The man who will later steal from me is directing a short film. Today, in this moment, we’re still friends, so I pick up when he calls.
On the grounds of his apartment complex, he leads me to a Bradford pear tree, puts me underneath, and I kneel along the roots to thieve shards of glass from the green. There are other people with us, laden with cameras and lights, and they lean over me, commit my idling to film. They come close enough for me to remember their sugared breath but not their faces, not their voices—I’ve lost years to forgetting, and their heads are smooth and eyeless. I don’t remember the mouths. My friend tells me to look off to the pond, just north, and my eyes meet the sun, and he says Smile, like you’re hearing a joke. And he’s not taken anything from me yet, so I nip the bottom of my lip. I beam. It takes effort—the tree’s blossoms smell of rot.
My friend knows plenty of actresses. I’m a sociology major, not an actress, but he knows this too.

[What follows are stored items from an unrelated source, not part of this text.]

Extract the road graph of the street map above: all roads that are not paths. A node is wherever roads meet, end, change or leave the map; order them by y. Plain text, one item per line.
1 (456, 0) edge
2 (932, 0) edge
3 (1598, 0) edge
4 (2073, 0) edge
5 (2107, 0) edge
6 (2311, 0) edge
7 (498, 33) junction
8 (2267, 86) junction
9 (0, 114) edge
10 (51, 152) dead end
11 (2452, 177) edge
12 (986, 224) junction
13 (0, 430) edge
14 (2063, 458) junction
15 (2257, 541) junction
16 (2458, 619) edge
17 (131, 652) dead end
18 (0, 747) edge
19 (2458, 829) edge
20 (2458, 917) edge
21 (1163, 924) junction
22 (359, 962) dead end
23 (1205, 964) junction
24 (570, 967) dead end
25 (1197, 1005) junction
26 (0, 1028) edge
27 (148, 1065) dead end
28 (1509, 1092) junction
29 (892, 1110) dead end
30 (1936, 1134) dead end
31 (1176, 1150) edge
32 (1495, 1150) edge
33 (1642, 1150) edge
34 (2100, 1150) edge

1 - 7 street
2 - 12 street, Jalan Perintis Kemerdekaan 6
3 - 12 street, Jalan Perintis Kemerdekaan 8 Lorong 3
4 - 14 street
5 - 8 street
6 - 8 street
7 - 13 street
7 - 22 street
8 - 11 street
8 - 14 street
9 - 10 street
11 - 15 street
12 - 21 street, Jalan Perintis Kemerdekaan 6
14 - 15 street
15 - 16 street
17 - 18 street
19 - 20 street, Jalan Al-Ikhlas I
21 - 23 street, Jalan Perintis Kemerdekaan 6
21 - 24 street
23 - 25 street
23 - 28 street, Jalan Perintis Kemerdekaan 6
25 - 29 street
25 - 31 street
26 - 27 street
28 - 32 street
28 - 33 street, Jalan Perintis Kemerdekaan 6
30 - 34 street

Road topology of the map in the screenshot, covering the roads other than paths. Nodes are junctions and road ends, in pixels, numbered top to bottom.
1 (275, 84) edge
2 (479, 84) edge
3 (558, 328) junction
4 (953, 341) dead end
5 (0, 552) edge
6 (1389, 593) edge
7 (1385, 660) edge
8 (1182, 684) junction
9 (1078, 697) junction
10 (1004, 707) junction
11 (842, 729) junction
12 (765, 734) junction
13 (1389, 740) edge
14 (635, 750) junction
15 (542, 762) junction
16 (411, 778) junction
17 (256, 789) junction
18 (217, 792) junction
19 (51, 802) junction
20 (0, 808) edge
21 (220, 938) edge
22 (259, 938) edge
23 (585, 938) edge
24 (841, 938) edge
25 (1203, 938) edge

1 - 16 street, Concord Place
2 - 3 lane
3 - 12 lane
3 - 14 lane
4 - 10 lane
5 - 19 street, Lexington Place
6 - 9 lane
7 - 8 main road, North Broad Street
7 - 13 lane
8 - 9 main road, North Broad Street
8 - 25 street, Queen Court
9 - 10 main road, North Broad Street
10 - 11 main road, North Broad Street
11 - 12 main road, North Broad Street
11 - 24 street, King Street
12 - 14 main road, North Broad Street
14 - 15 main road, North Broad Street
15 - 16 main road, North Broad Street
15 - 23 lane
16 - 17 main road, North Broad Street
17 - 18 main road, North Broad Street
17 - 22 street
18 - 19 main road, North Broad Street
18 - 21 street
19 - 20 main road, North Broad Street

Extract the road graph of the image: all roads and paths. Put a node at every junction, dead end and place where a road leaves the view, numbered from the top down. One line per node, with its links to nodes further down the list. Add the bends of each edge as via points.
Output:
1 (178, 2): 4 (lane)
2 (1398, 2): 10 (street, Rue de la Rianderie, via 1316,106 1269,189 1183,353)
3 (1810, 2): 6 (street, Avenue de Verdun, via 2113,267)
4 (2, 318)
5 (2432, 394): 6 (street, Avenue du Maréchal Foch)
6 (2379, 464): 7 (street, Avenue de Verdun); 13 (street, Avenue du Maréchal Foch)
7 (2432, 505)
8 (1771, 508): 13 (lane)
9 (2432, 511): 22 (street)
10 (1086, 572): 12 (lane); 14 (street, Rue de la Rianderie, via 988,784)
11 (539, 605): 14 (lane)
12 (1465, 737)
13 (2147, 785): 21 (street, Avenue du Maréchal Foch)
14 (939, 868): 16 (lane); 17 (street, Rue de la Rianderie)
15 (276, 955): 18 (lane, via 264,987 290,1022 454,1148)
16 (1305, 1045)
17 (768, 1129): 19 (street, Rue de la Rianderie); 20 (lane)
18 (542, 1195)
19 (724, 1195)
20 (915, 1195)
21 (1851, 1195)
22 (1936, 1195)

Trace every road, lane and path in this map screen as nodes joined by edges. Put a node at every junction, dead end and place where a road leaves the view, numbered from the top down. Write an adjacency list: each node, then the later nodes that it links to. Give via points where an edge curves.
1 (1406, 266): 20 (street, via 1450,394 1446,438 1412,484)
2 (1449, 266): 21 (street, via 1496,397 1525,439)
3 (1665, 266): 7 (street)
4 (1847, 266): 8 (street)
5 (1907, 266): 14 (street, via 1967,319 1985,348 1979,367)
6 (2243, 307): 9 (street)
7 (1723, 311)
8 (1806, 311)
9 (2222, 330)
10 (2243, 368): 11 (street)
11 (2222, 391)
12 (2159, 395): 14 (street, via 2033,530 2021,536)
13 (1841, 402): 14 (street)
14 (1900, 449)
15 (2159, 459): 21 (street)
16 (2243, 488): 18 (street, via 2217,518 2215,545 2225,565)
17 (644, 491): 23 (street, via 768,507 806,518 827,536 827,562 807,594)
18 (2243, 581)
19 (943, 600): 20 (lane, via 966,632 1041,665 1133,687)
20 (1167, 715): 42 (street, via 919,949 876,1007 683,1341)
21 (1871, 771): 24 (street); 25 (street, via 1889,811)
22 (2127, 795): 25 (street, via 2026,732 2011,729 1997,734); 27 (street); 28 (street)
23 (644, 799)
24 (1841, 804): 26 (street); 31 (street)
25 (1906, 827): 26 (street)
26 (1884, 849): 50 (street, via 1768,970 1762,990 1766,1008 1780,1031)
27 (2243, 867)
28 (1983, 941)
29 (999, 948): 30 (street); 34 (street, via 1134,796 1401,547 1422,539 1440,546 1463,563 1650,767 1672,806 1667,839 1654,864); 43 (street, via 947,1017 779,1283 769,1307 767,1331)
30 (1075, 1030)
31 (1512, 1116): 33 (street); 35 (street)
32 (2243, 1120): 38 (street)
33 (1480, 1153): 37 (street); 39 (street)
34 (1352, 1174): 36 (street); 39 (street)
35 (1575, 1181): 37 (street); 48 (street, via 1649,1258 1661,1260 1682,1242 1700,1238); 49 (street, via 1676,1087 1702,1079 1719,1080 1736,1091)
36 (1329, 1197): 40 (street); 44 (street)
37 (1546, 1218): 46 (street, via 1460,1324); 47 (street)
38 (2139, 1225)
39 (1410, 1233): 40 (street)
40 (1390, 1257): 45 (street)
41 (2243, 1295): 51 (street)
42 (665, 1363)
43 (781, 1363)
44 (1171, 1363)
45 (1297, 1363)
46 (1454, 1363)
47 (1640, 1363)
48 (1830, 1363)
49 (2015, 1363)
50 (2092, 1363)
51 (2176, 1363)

I haven’t done anything like this since I was in Honors Drama, an eleven-year-old in a newsboy cap, the kind I thought thespians wore, a marker of my sincerity. My last performance was a play of sneering and stomping, my costume a black miniskirt that I let drift high across my thighs. I thought I could be sexy at eleven. I thought it could be part of my act. But I quit Drama when the pupils of other people began to petrify me, when I traded wanting to be watched for doing the watching, and after my friend wraps his shoot, I’ll never perform in this capacity again. I’m not counting the show I’ll put on for him later, to convince him that I’m unchanged after what he took. I won’t count the number of times I’ll pretend to remember anything about the dolor that will come after.
We take the afternoon to film it, my friend’s wordless, plotless, montage-y thing. We want to do it in one go. My friend yanks us all from the sunshine and deposits us into his apartment, where his DVDs are strewn in a predictable mess and sweat sours the draft from his window. In the bedroom, I don a button-down, rumple it like believable sleepwear, and let them film me like that. When he gives the command, I burrow into my friend’s bed. Look confused, he says, look unsure. I find that, despite how often I feel those things, I’m not good at miming either. I mash my hands against my eyes. Squint when I rest my arms. The blankets smell like spirits and old cologne on skin, and later, when my friend steals from me, that smell will stay with me, on me, for months. I don’t know this yet. I take hard swallows of air so the camera sees I’m distressed. Someone laughs and I snap I’m not an actress. I’m giving it my best shot.
We finish in his living room, where my friend sits me on his couch. He frames me in daylight, which is risky, but worth it, he says. He calls over a man of the faceless crew, who steps into the threshold of my memory and gains an identity: scene partner. Fellow actor. Something good. I like him without trying, this man who settles beside me to murmur one-liners. I’ve hardly begun to laugh when my friend shoots me a look. You’re breaking up in this scene. Say shitty things to each other. Improvise. It nearly sounds like pleading. I take my eyes from the man next to me, looking somewhere past the camera. I think of my mom, scorn on her mouth as she breaks dishes. I think of my dad, his knuckles, his smile. The camera rolls.
We begin, us strangers, to argue. We ad lib like we’re lovers.
Him: “What the fuck were you thinking? Do you ever fucking think?”
Me: “I knew you didn’t listen. I hate you.”
Him: “You’re wasting our lives. You’re wasting mine.”
Me: “Put your hands on me. What are you afraid of?”
This is what people say to each other, I know.
Parts of me begin to hurt: my arms from brandishing. My throat from constricting. My face from grinning. My friend tells me to smile less, that no one looks like that when they’re mad, but every time the camera begins its capture, I laugh as I scream. My scene partner rises from the couch with each cut, leaning over me to shout. Spit on my face. Spit on my bared teeth. All the lightness from before is siphoned out by our clamor.
The room’s grown so quiet. I don’t know if they’re still filming. There is only me and my paper tongue, my scene partner with his mouth like my mom’s, his knuckles like my dad’s. Perhaps, says my friend, we’ve forgotten this was acting. We’ve become servants to the moment, agents of emotion. My Drama teacher used to say that instants like these were the point.
Later, when the cameras make their exits and my scene partner is sent away, when my friend has robbed me blind and plied me with coffee to apologize, he’ll say something similar: there wasn’t much he could have done differently, really, when he was so caught up in the moment. The moment entrenched him in its webs, shackled him to its demands, and for years I’ll wonder if this is the cost of having something worth taking.
All I had wanted was to act one more time. How I longed for cameras to have been on us then.